Member of the National Council
- Incumbent
- Assumed office 21 March 2020

State Secretary of the Ministry of Environment of the Slovak Republic
- In office 19 July 2006 – 20 August 2008

Director General of the Social Insurance Institution
- In office 20 August 2008 – 27 August 2010

Personal details
- Born: 24 September 1944 (age 81) Hontianske Tesáre, Slovak Republic
- Party: Direction – Social Democracy
- Education: Slovak University of Technology in Bratislava
- Occupation: Politician

= Dušan Muňko =

Slovak politician

Dušan Muňko (born 24 September 1944) is a Slovak politician, since 2002 intermittently a current member of the National Council of the Slovak Republic for the SMER – Social Democracy party. He also held the office of State Secretary at the Ministry of Environment and Director General of the Social Insurance Institution.

== Biography ==
Muňko graduated from the Faculty of Mechanical Engineering of the Slovak Technical University. He worked first in industry and since 1976 in the tourism industry in top managerial positions. From 1995 to 2002 he was the CEO of SATUR, a.s.

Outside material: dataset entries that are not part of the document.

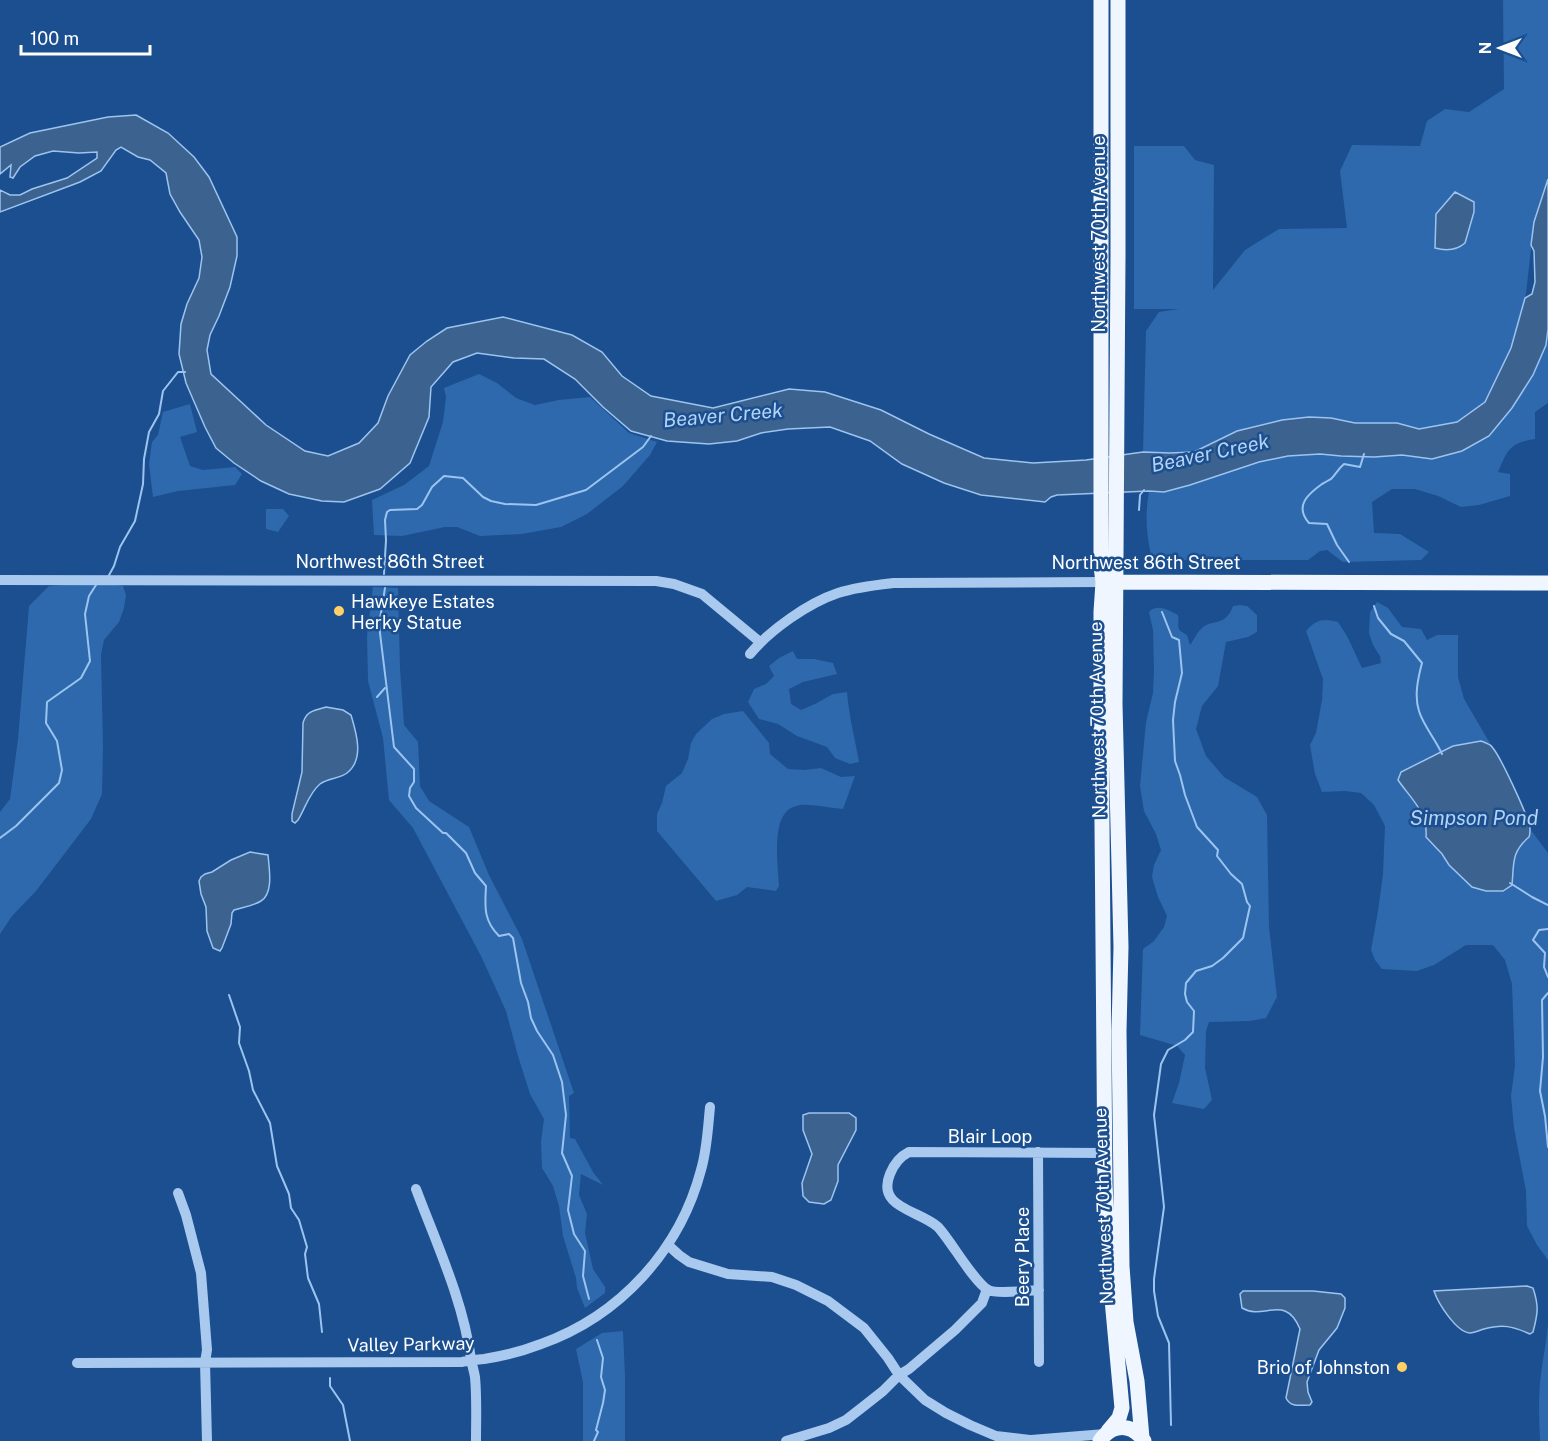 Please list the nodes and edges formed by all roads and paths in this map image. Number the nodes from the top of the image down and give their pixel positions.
1 (1101, 0) edge
2 (1118, 0) edge
3 (1108, 429) junction
4 (0, 580) edge
5 (1109, 582) junction
6 (1548, 583) edge
7 (760, 642) junction
8 (750, 654) dead end
9 (1104, 976) junction
10 (1120, 977) junction
11 (710, 1107) dead end
12 (1038, 1152) junction
13 (1105, 1153) junction
14 (416, 1189) dead end
15 (178, 1193) dead end
16 (668, 1245) junction
17 (987, 1290) junction
18 (1039, 1290) junction
19 (471, 1360) junction
20 (205, 1362) junction
21 (1039, 1362) dead end
22 (77, 1363) dead end
23 (899, 1375) junction
24 (1104, 1435) edge
25 (1035, 1440) edge
26 (1143, 1440) edge
27 (207, 1441) edge
28 (476, 1441) edge
29 (786, 1441) edge

1 - 3 main road, Northwest 70th Avenue
2 - 3 main road, Northwest 70th Avenue
3 - 5 main road, Northwest 70th Avenue
4 - 7 street, Northwest 86th Street
5 - 6 main road, Northwest 86th Street
5 - 7 street, Northwest 86th Street
5 - 9 main road, Northwest 70th Avenue
5 - 10 main road, Northwest 70th Avenue
7 - 8 street, Northwest 86th Street
9 - 10 street
9 - 13 main road, Northwest 70th Avenue
10 - 26 main road, Northwest 70th Avenue
11 - 16 street, Valley Parkway
12 - 13 street, Blair Loop
12 - 17 street, Blair Loop
12 - 18 street, Beery Place
13 - 24 main road, Northwest 70th Avenue
14 - 19 street
15 - 20 street
16 - 19 street, Valley Parkway
16 - 23 street
17 - 18 street
17 - 23 street
18 - 21 street, Beery Place
19 - 20 street, Valley Parkway
19 - 28 street
20 - 22 street, Valley Parkway
20 - 27 street
23 - 25 street
23 - 29 street
24 - 25 street
24 - 26 main road, Northwest 70th Avenue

Muňko is one of the founding members of the SMER party. He has been elected as a member of parliament for Smer for six consecutive terms until 2020. He was a member of the National Assembly of the Slovak Republic for the first time in the 2002–2006 election period for the SMER party, which has been operating under the name SMER – Social Democracy since 1 January 2005; he was a member of the National Assembly Committee for Agriculture. In the subsequent 2006–2010 election period, he did not exercise his mandate as a member of the Parliament; in August 2006 he was appointed State Secretary of the Ministry of Environment of the Slovak Republic, an office he held until August 2008, when he was appointed Director General of the Social Insurance Institution (SIB). He was dismissed from his position in 2010 by the government of Iveta Radičová at the suggestion of Jozef Mihál, but in 2012 the court ruled that this move was illegal and Muňko held the post of Director of the insurance company again in 2012–2016. In the past, Dušan Muňko was a member of the Presidency of the SMER – Social Democracy party and Deputy Chairman of the SMER Shadow Government for Strategic Development and Information Technology. In the 2010–2012 election period, he was a member of the Social Affairs Committee of the Slovak Parliament.

After the 2020 elections, he was re-elected as a member of the National Council of the Slovak Republic and serves as a member of the Finance and Budget Committee of the National Council of the Slovak Republic.

In October 2024, Muňko exited the parliamentary caucus of SMER–SD and entered the caucus of SNS. The move was described as a loan and motivated by "formal-legal reasons", to prevent the dissolution of the SNS caucus, after the departure of three of its members from National Coalition party (Rudolf Huliak, Pavol Ľupták, and Ivan Ševčík). Muňko remained a party member of SMER–SD.